* **Problem to solve**
Repeat the listing word for word. No pictures belong in the copy.

-=-=-

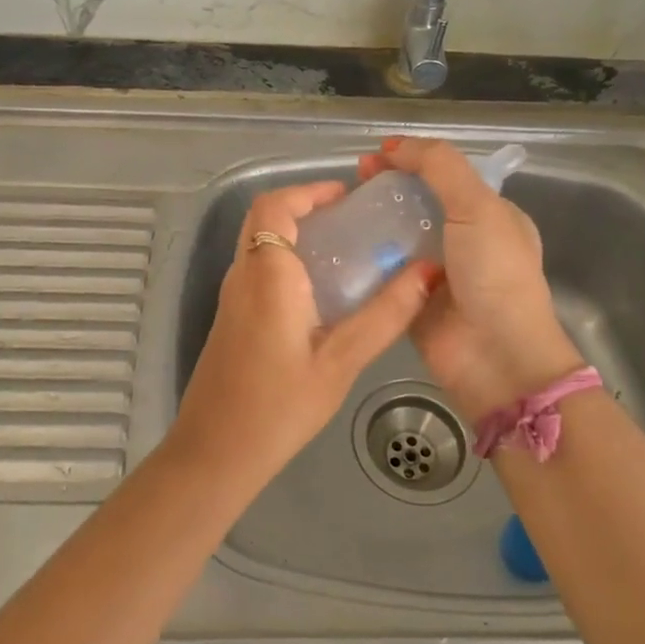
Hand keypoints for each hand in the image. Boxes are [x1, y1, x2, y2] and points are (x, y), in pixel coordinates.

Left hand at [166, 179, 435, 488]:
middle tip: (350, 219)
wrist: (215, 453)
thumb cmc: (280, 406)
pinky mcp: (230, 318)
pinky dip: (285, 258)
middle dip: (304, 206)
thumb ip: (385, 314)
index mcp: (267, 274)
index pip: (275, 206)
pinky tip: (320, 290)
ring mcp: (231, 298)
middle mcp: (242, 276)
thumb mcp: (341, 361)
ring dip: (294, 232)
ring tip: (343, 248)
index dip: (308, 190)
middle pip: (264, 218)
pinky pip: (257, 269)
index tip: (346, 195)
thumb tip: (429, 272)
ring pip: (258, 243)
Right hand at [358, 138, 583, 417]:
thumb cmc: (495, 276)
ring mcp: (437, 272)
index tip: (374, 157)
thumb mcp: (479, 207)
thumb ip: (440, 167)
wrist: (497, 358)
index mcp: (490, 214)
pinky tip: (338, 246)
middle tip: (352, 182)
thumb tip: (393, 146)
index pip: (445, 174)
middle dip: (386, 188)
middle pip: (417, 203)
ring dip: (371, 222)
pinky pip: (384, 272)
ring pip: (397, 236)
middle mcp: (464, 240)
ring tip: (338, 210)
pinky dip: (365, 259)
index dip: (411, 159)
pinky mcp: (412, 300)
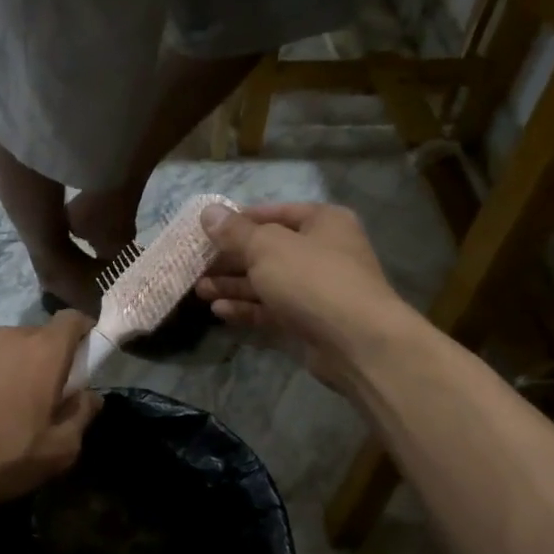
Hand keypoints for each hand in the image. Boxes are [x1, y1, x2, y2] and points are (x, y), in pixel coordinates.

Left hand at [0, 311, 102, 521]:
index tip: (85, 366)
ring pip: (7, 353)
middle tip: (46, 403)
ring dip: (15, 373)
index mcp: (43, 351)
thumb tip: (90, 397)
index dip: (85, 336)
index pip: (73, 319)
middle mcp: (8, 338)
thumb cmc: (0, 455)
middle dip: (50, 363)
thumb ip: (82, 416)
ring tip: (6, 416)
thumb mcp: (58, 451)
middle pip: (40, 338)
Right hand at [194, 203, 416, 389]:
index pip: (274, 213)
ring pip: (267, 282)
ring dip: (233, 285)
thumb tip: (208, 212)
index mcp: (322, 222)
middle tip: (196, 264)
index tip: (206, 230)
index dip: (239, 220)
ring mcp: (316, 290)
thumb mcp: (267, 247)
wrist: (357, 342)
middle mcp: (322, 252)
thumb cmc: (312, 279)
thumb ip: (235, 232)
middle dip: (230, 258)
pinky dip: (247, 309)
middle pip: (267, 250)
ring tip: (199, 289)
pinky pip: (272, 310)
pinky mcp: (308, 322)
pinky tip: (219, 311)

-=-=-

* **Response area**
Hand keypoints for each hand in the image. Boxes are [x1, y1, x2, y2] and points are (x, y), in pixel coordinates.

Left hand at [166, 179, 435, 488]:
middle tip: (350, 219)
wrist: (215, 453)
thumb cmc: (280, 406)
pinky mcp: (230, 318)
pinky dip: (285, 258)
middle dip: (304, 206)
thumb ip: (385, 314)
index mcp: (267, 274)
index pip: (275, 206)
pinky tip: (320, 290)
ring mcp: (231, 298)
middle mcp: (242, 276)
thumb mcp: (341, 361)
ring dip: (294, 232)
ring tip: (343, 248)
index dip: (308, 190)
middle pip: (264, 218)
pinky pip: (257, 269)
index tip: (346, 195)
thumb tip: (429, 272)
ring pip: (258, 243)
Right hand at [358, 138, 583, 417]:
thumb cmc: (495, 276)
ring mcp: (437, 272)
index tip: (374, 157)
thumb mcp: (479, 207)
thumb ip: (440, 167)
wrist: (497, 358)
index mcp: (490, 214)
pinky tip: (338, 246)
middle tip: (352, 182)
thumb tip: (393, 146)
index pip: (445, 174)
middle dip: (386, 188)
middle pip: (417, 203)
ring dip: (371, 222)
pinky pip: (384, 272)
ring pip: (397, 236)
middle mcp: (464, 240)
ring tip: (338, 210)
pinky dip: (365, 259)
index dip: (411, 159)
pinky mcp: (412, 300)
Hand keypoints for each hand in the image. Boxes are [x1, y1, x2, y2] and points are (x, y), in pixel coordinates.

Left hand at [0, 311, 102, 521]:
index tip: (85, 366)
ring pip: (7, 353)
middle tip: (46, 403)
ring dip: (15, 373)
index mcp: (43, 351)
thumb tip: (90, 397)
index dip: (85, 336)
index pip: (73, 319)
middle mcp: (8, 338)
thumb cmc: (0, 455)
middle dip: (50, 363)
thumb ip: (82, 416)
ring tip: (6, 416)
thumb mcp: (58, 451)
middle pip: (40, 338)
Right hand at [194, 203, 416, 389]:
index pip: (274, 213)
ring pip: (267, 282)
ring dip: (233, 285)
thumb tip: (208, 212)
index mcp: (322, 222)
middle tip: (196, 264)
index tip: (206, 230)
index dip: (239, 220)
ring mcp: (316, 290)
thumb mcp: (267, 247)
wrist: (357, 342)
middle mcp: (322, 252)
thumb cmc: (312, 279)
thumb ip: (235, 232)
middle dip: (230, 258)
pinky dip: (247, 309)
middle pip: (267, 250)
ring tip: (199, 289)
pinky pip: (272, 310)
pinky mcp: (308, 322)
pinky tip: (219, 311)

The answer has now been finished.